Fine Art Photography Daily

Romania Week: Petrut Calinescu: Pride and Concrete

Certeze, Tara Oasului. Gheorghe and Maria Balta have 3 children, all working in France. In time, they have transformed and enlarged the old house, until it got to today’s version, a house with 2 floors and a glass front.

by Kathleen Laraia McLaughlin
Photojournalist Petrut Calinescu is based in Bucharest and represented by Panos Pictures. He graduated with a BA in Journalism and Mass Communication from Bucharest University, and has twice won the Romanian Photojournalist of the Year Award. Personal projects have led him to India, Kenya, Bolivia, Afghanistan, China, and the Black Sea region. Today, without losing his passion for travel, he’d rather focus on issues closer to home, where knowing the language and the cultural codes helps him to delve deeper into a project. 

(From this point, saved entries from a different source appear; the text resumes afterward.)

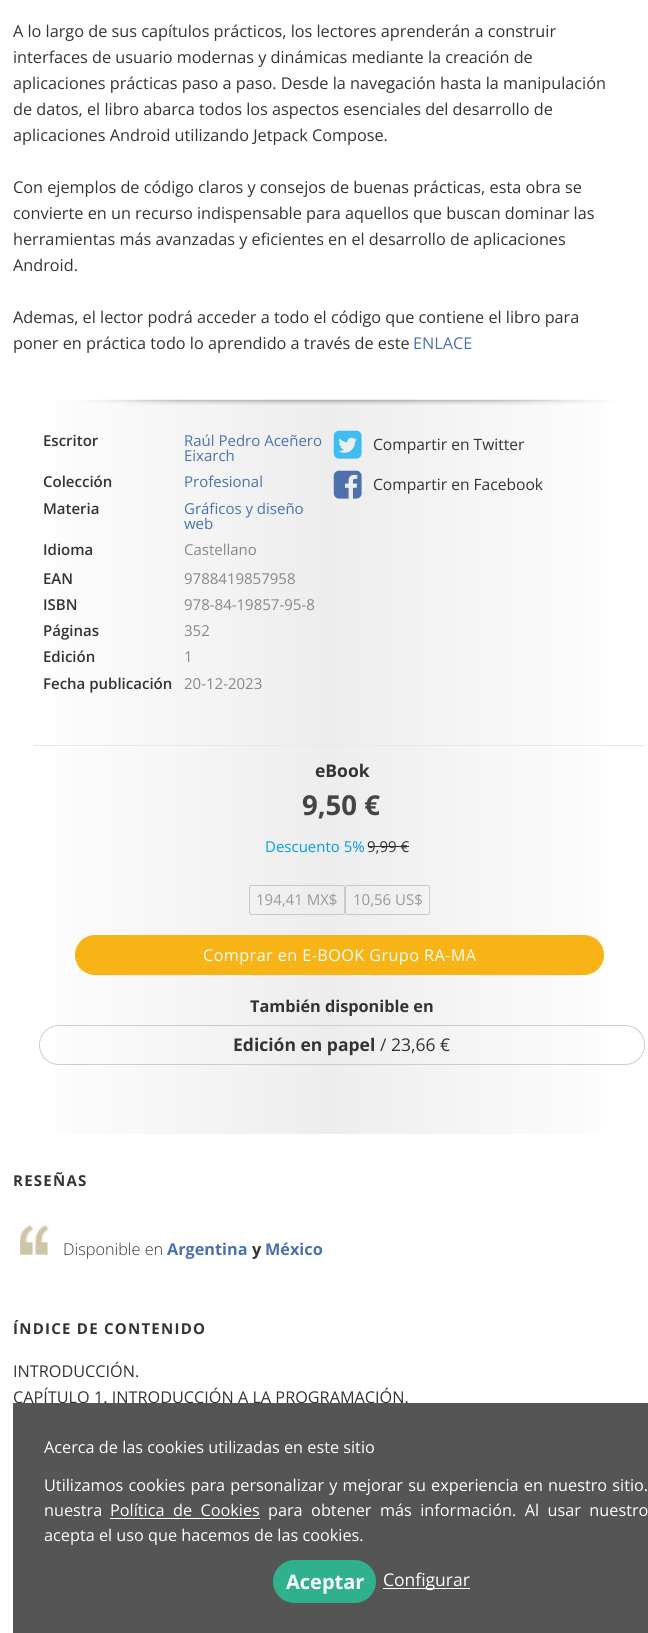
#include <cairo.h>
#include <math.h>
#include <stddef.h>


static void rgb(cairo_t *cr, int r, int g, int b)
{
	cairo_set_source_rgb(cr, r / 255.0, g / 255.0, b / 255.0);
}

static void face(cairo_t *cr, const char *family, double size, int italic, int bold)
{
	cairo_select_font_face(cr, family, italic ? CAIRO_FONT_SLANT_ITALIC : CAIRO_FONT_SLANT_NORMAL,
		bold ? CAIRO_FONT_WEIGHT_BOLD : CAIRO_FONT_WEIGHT_NORMAL);
	cairo_set_font_size(cr, size);
}

static void label(cairo_t *cr, double x, double y, const char *s)
{
	cairo_move_to(cr, x, y);
	cairo_show_text(cr, s);
}

static void tracked(cairo_t *cr, double x, double y, const char *s, double letter, double word)
{
	cairo_move_to(cr, x, y);
	while (*s) {
		char ch[5] = {0};
		int n = 0;
		do ch[n++] = *s++; while ((*s & 0xC0) == 0x80);
		cairo_show_text(cr, ch);
		cairo_rel_move_to(cr, letter + word * (*ch == ' '), 0);
	}
}

static void rect(cairo_t *cr, double x, double y, double w, double h)
{
	cairo_rectangle(cr, x, y, w, h);
	cairo_fill(cr);
}

static void rrect(cairo_t *cr, double x, double y, double w, double h, double r)
{
	cairo_new_sub_path(cr);
	cairo_arc(cr, x + w - r, y + h - r, r, 0, M_PI / 2);
	cairo_arc(cr, x + r, y + h - r, r, M_PI / 2, M_PI);
	cairo_arc(cr, x + r, y + r, r, M_PI, 1.5 * M_PI);
	cairo_arc(cr, x + w - r, y + r, r, 1.5 * M_PI, 2 * M_PI);
	cairo_close_path(cr);
}

static void image(cairo_t *cr, const char *path, double x, double y, double w, double h)
{
	cairo_surface_t *image = cairo_image_surface_create_from_png(path);
	cairo_save(cr);
	cairo_set_source_surface(cr, image, x, y);
	cairo_rectangle(cr, x, y, w, h);
	cairo_fill(cr);
	cairo_restore(cr);
	cairo_surface_destroy(image);
}

static void draw(cairo_t *cr) {
	cairo_pattern_t *gradient;
	rgb(cr, 255, 255, 255);
	cairo_paint(cr);
	face(cr, "Open Sans", 16.25, 0, 0);
	rgb(cr, 51, 51, 51);
	label(cr, 13, 37, "A lo largo de sus capítulos prácticos, los lectores aprenderán a construir");
	label(cr, 13, 63, "interfaces de usuario modernas y dinámicas mediante la creación de");
	label(cr, 13, 89, "aplicaciones prácticas paso a paso. Desde la navegación hasta la manipulación");
	label(cr, 13, 115, "de datos, el libro abarca todos los aspectos esenciales del desarrollo de");
	label(cr, 13, 141, "aplicaciones Android utilizando Jetpack Compose.");
	label(cr, 13, 193, "Con ejemplos de código claros y consejos de buenas prácticas, esta obra se");
	label(cr, 13, 219, "convierte en un recurso indispensable para aquellos que buscan dominar las");
	label(cr, 13, 245, "herramientas más avanzadas y eficientes en el desarrollo de aplicaciones");
	label(cr, 13, 271, "Android.");
	label(cr, 13, 323, "Ademas, el lector podrá acceder a todo el código que contiene el libro para");
	label(cr, 13, 349, "poner en práctica todo lo aprendido a través de este");
	rgb(cr, 74, 114, 176);
	label(cr, 413, 349, "ENLACE");
	gradient = cairo_pattern_create_linear(12, 767, 645, 767);
	cairo_pattern_add_color_stop_rgba(gradient, 0, 1, 1, 1, 1);
	cairo_pattern_add_color_stop_rgba(gradient, 0.5, 0.929, 0.929, 0.929, 1);
	cairo_pattern_add_color_stop_rgba(gradient, 1, 1, 1, 1, 1);
	cairo_set_source(cr, gradient);
	cairo_pattern_destroy(gradient);
	rect(cr, 56, 400, 545, 734);
	image(cr, "image0.png", 79, 399, 536, 6);
	face(cr, "Open Sans SemiBold", 15, 0, 0);
	rgb(cr, 51, 51, 51);
	label(cr, 43, 446, "Escritor");
	face(cr, "Open Sans", 15, 0, 0);
	rgb(cr, 74, 114, 176);
	label(cr, 184, 446, "Raúl Pedro Aceñero");
	label(cr, 184, 461, "Eixarch");
	face(cr, "Open Sans SemiBold", 15, 0, 0);
	rgb(cr, 51, 51, 51);
	label(cr, 43, 487, "Colección");
	face(cr, "Open Sans", 15, 0, 0);
	rgb(cr, 74, 114, 176);
	label(cr, 184, 487, "Profesional");
	face(cr, "Open Sans SemiBold", 15, 0, 0);
	rgb(cr, 51, 51, 51);
	label(cr, 43, 514, "Materia");
	face(cr, "Open Sans", 15, 0, 0);
	rgb(cr, 74, 114, 176);
	label(cr, 184, 514, "Gráficos y diseño");
	label(cr, 184, 529, "web");
	face(cr, "Open Sans SemiBold", 15, 0, 0);
	rgb(cr, 51, 51, 51);
	label(cr, 43, 555, "Idioma");
	face(cr, "Open Sans", 15, 0, 0);
	rgb(cr, 136, 136, 136);
	label(cr, 184, 555, "Castellano");
	face(cr, "Open Sans SemiBold", 15, 0, 0);
	rgb(cr, 51, 51, 51);
	label(cr, 43, 584, "EAN");
	face(cr, "Open Sans", 15, 0, 0);
	rgb(cr, 136, 136, 136);
	label(cr, 184, 584, "9788419857958");
	face(cr, "Open Sans SemiBold", 15, 0, 0);
	rgb(cr, 51, 51, 51);
	label(cr, 43, 610, "ISBN");
	face(cr, "Open Sans", 15, 0, 0);
	rgb(cr, 136, 136, 136);
	label(cr, 184, 610, "978-84-19857-95-8");
	face(cr, "Open Sans SemiBold", 15, 0, 0);
	rgb(cr, 51, 51, 51);
	label(cr, 43, 636, "Páginas");
	face(cr, "Open Sans", 15, 0, 0);
	rgb(cr, 136, 136, 136);
	label(cr, 184, 636, "352");
	face(cr, "Open Sans SemiBold", 15, 0, 0);
	rgb(cr, 51, 51, 51);
	label(cr, 43, 662, "Edición");
	face(cr, "Open Sans", 15, 0, 0);
	rgb(cr, 136, 136, 136);
	label(cr, 184, 662, "1");
	face(cr, "Open Sans SemiBold", 15, 0, 0);
	rgb(cr, 51, 51, 51);
	label(cr, 43, 689, "Fecha publicación");
	face(cr, "Open Sans", 15, 0, 0);
	rgb(cr, 136, 136, 136);
	label(cr, 184, 689, "20-12-2023");
	image(cr, "image1.png", 333, 430, 29, 29);
	face(cr, "Open Sans", 15.6, 0, 0);
	rgb(cr, 51, 51, 51);
	label(cr, 373, 450, "Compartir en Twitter");
	image(cr, "image2.png", 333, 470, 29, 29);
	label(cr, 373, 490, "Compartir en Facebook");
	rgb(cr, 232, 232, 232);
	rect(cr, 34, 745, 611, 1);
	face(cr, "Open Sans", 17.5, 0, 1);
	rgb(cr, 51, 51, 51);
	label(cr, 315, 777, "eBook");
	face(cr, "Open Sans", 27.5, 0, 1);
	rgb(cr, 68, 68, 68);
	label(cr, 302, 815, "9,50 €");
	face(cr, "Open Sans", 15, 0, 0);
	rgb(cr, 0, 158, 232);
	label(cr, 265, 852, "Descuento 5%");
	rgb(cr, 51, 51, 51);
	label(cr, 367, 852, "9,99 €");
	rect(cr, 368, 846, 41, 1);
	rrect(cr, 249.5, 885.5, 95, 29, 2);
	rgb(cr, 201, 201, 201);
	cairo_set_line_width(cr, 1);
	cairo_stroke(cr);
	rgb(cr, 153, 153, 153);
	label(cr, 256, 905, "194,41 MX$");
	rrect(cr, 345.5, 885.5, 84, 29, 2);
	rgb(cr, 201, 201, 201);
	cairo_stroke(cr);
	rgb(cr, 153, 153, 153);
	label(cr, 353, 905, "10,56 US$");
	rgb(cr, 248, 180, 22);
	rrect(cr, 75.5, 935.5, 528, 39, 19.5);
	cairo_fill_preserve(cr);
	cairo_stroke(cr);
	face(cr, "Open Sans", 16.25, 0, 0);
	rgb(cr, 255, 255, 255);
	tracked(cr, 203, 961, "Comprar en E-BOOK Grupo RA-MA", 0.4, 0);
	face(cr, "Open Sans", 16.25, 0, 1);
	rgb(cr, 51, 51, 51);
	label(cr, 250, 1012, "También disponible en");
	rrect(cr, 39.5, 1025.5, 605, 39, 19.5);
	rgb(cr, 204, 204, 204);
	cairo_stroke(cr);
	face(cr, "Open Sans", 17.5, 0, 1);
	rgb(cr, 51, 51, 51);
	label(cr, 233, 1051, "Edición en papel");
	face(cr, "Open Sans", 17.5, 0, 0);
	label(cr, 380, 1051, "/ 23,66 €");
	face(cr, "Open Sans", 15, 0, 1);
	tracked(cr, 13, 1186, "RESEÑAS", 1.25, 0);
	image(cr, "image3.png", 20, 1224, 29, 31);
	face(cr, "Open Sans Light", 16.25, 0, 0);
	label(cr, 63, 1255, "Disponible en");
	face(cr, "Open Sans", 16.25, 0, 1);
	rgb(cr, 74, 114, 176);
	label(cr, 167, 1255, "Argentina");
	rgb(cr, 51, 51, 51);
	label(cr, 252, 1255, "y");
	rgb(cr, 74, 114, 176);
	label(cr, 265, 1255, "México");
	face(cr, "Open Sans", 15, 0, 1);
	rgb(cr, 51, 51, 51);
	tracked(cr, 13, 1334, "ÍNDICE DE CONTENIDO", 1.25, 0);
	face(cr, "Open Sans", 16.25, 0, 0);
	label(cr, 13, 1377, "INTRODUCCIÓN.");
	label(cr, 13, 1403, "CAPÍTULO 1. INTRODUCCIÓN A LA PROGRAMACIÓN.");
	rgb(cr, 85, 85, 85);
	rect(cr, 13, 1403, 635, 230);
	rgb(cr, 255, 255, 255);
	label(cr, 44, 1453, "Acerca de las cookies utilizadas en este sitio");
	tracked(cr, 44, 1491, "Utilizamos cookies para personalizar y mejorar su experiencia en nuestro sitio.", 0, 1);
	label(cr, 44, 1516, "nuestra");
	tracked(cr, 110, 1516, "Política de Cookies", 0, 4.25);
	rect(cr, 110, 1518, 150, 1);
	tracked(cr, 268, 1516, "para obtener más información. Al usar nuestro", 0, 4.25);
	label(cr, 44, 1541, "acepta el uso que hacemos de las cookies.");
	rgb(cr, 47, 177, 141);
	rrect(cr, 273, 1560, 103, 43, 21.5);
	cairo_fill(cr);
	face(cr, "Open Sans", 20, 0, 1);
	rgb(cr, 255, 255, 255);
	label(cr, 286, 1589, "Aceptar");
	rect(cr, 383, 1588, 87, 1);
	face(cr, "Open Sans", 17.5, 0, 0);
	label(cr, 383, 1586, "Configurar");
}

int main(void) {
	cairo_surface_t *surface = cairo_image_surface_create(CAIRO_FORMAT_RGB24, 648, 1633);
	cairo_t *cr = cairo_create(surface);
	cairo_font_options_t *options = cairo_font_options_create();
	cairo_font_options_set_hint_metrics(options, CAIRO_HINT_METRICS_OFF);
	cairo_font_options_set_hint_style(options, CAIRO_HINT_STYLE_NONE);
	cairo_set_font_options(cr, options);
	cairo_set_miter_limit(cr, 4);
	draw(cr);
	cairo_surface_write_to_png(surface, "render.png");
	cairo_font_options_destroy(options);
	cairo_destroy(cr);
	cairo_surface_destroy(surface);
	return 0;
}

The project highlighted here, Pride and Concrete, documents the effects of emigration on the rural landscape in parts of northern Romania. The project began in October 2010, initially funded by Petrut, and was part of a Masterclass organized by Robert Bosch and World Photo Press. Following, grants came from RCI Paris, AFCN, and OAR. This project has been exhibited in Berlin, Bucharest, and Negresti Oas, where many of the images were taken. The book received enough crowd-funding in order to begin printing and will be released in September. You can order the book HERE.
Pride and Concrete
One in six Romanians lives and works abroad. Most of the migrants come from rural areas and the money sent back home has irreversibly transformed their native villages. Unlike in the city, where economic competition is a more subtle affair, in the villages changes are highly visible and the main street acts as an open stage for ostentatious display. Pride and Concrete is a project about the recent transformations occurring in rural communities following decades of migration abroad for work. The gentle, bucolic sounds of small scale agriculture have been replaced with the muffled murmur of concrete mixers and village elders strut around on building sites, inspecting progress.
Tarsolt, Tara Oasului. Misca’s – a cement mason working in Paris – house, built following a bet with a relative who told him he wouldn’t be able to build a house bigger than his.
Balta Floarea in her daughter’s unfinished house. Her daughter works in Paris, in a patisserie.
Racsa, Tara Oasului. Berende Iacob drinking water of the back yard well of his children’s (who have gone to the UK) house. Traditionally, the people of Racsa, are breeders, but today most of them have gone to England.
Ilva Mica, Bistrita
Stramtura, Maramures. The people of Stramtura were part of the later waves of migrants. 
In the photo, the two bigger houses were built by two brothers who work in Spain.
Cajvana, Bucovina. Cajvana (most inhabitants have gone to Italy) is for Bucovina what Certeze is for Tara Oasului. This is the village where house building is at its peak and most luxurious; this village is the pacemaker when it comes to house construction.
Certeze, Tara Oasului. Maria Balta drying some parsley in the place where a spiral staircase will soon be built.
Bixad, Tara Oasului. The funeral of Man Ion, 84. In the yard of the old house, his grandson, who works in Spain, is building a modern villa.
Cajvana, Bucovina. Most villagers from Cajvana work in construction, in Italy. The economic world crisis hasn’t prevented the development of their native village: many of them are paid directly in construction materials.
Moiseni, Tara Oasului. My feet are my luxury car, says Balta Gheorghe, one of the few villagers who remained home.
Cajvana, Bucovina. Vasile P: These are my achievements after 8 years’ work in Italy. A house and a car. Not all of them, adds his wife, giggling.
Tarsolt, Tara Oasului. A recently married couple working in England, posing with Eiffel Tower-shaped bottles of moonshine. These Eiffel Tower bottles have become symbols of success in the villages of this region.